▸ TO DO:
Could you write out all the records once more, exactly?

==== EXCERPTED RECORDS

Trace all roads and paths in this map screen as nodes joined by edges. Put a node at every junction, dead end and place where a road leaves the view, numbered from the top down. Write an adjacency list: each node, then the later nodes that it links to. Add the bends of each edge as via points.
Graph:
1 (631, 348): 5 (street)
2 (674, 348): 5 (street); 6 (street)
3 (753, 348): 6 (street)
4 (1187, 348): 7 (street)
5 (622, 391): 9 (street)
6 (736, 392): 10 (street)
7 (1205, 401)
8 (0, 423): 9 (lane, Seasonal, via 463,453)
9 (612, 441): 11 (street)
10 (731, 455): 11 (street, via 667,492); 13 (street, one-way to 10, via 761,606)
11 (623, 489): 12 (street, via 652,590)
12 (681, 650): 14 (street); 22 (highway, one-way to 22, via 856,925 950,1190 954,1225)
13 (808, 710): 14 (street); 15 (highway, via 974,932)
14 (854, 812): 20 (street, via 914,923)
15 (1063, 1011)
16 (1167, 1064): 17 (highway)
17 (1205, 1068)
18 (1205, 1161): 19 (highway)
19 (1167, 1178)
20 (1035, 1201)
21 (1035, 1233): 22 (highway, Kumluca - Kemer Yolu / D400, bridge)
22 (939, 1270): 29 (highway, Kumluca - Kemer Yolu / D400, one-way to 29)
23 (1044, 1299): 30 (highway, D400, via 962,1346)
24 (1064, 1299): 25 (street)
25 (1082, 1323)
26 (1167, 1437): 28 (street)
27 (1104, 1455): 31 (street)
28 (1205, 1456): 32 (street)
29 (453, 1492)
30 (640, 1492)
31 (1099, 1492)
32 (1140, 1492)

========

▸ YOUR RESPONSE:
Trace all roads and paths in this map screen as nodes joined by edges. Put a node at every junction, dead end and place where a road leaves the view, numbered from the top down. Write an adjacency list: each node, then the later nodes that it links to. Add the bends of each edge as via points.
Graph:
1 (631, 348): 5 (street)
2 (674, 348): 5 (street); 6 (street)
3 (753, 348): 6 (street)
4 (1187, 348): 7 (street)
5 (622, 391): 9 (street)
6 (736, 392): 10 (street)
7 (1205, 401)
8 (0, 423): 9 (lane, Seasonal, via 463,453)
9 (612, 441): 11 (street)
10 (731, 455): 11 (street, via 667,492); 13 (street, one-way to 10, via 761,606)
11 (623, 489): 12 (street, via 652,590)
12 (681, 650): 14 (street); 22 (highway, one-way to 22, via 856,925 950,1190 954,1225)
13 (808, 710): 14 (street); 15 (highway, via 974,932)
14 (854, 812): 20 (street, via 914,923)
15 (1063, 1011)
16 (1167, 1064): 17 (highway)
17 (1205, 1068)
18 (1205, 1161): 19 (highway)
19 (1167, 1178)
20 (1035, 1201)
21 (1035, 1233): 22 (highway, Kumluca - Kemer Yolu / D400, bridge)
22 (939, 1270): 29 (highway, Kumluca - Kemer Yolu / D400, one-way to 29)
23 (1044, 1299): 30 (highway, D400, via 962,1346)
24 (1064, 1299): 25 (street)
25 (1082, 1323)
26 (1167, 1437): 28 (street)
27 (1104, 1455): 31 (street)
28 (1205, 1456): 32 (street)
29 (453, 1492)
30 (640, 1492)
31 (1099, 1492)
32 (1140, 1492)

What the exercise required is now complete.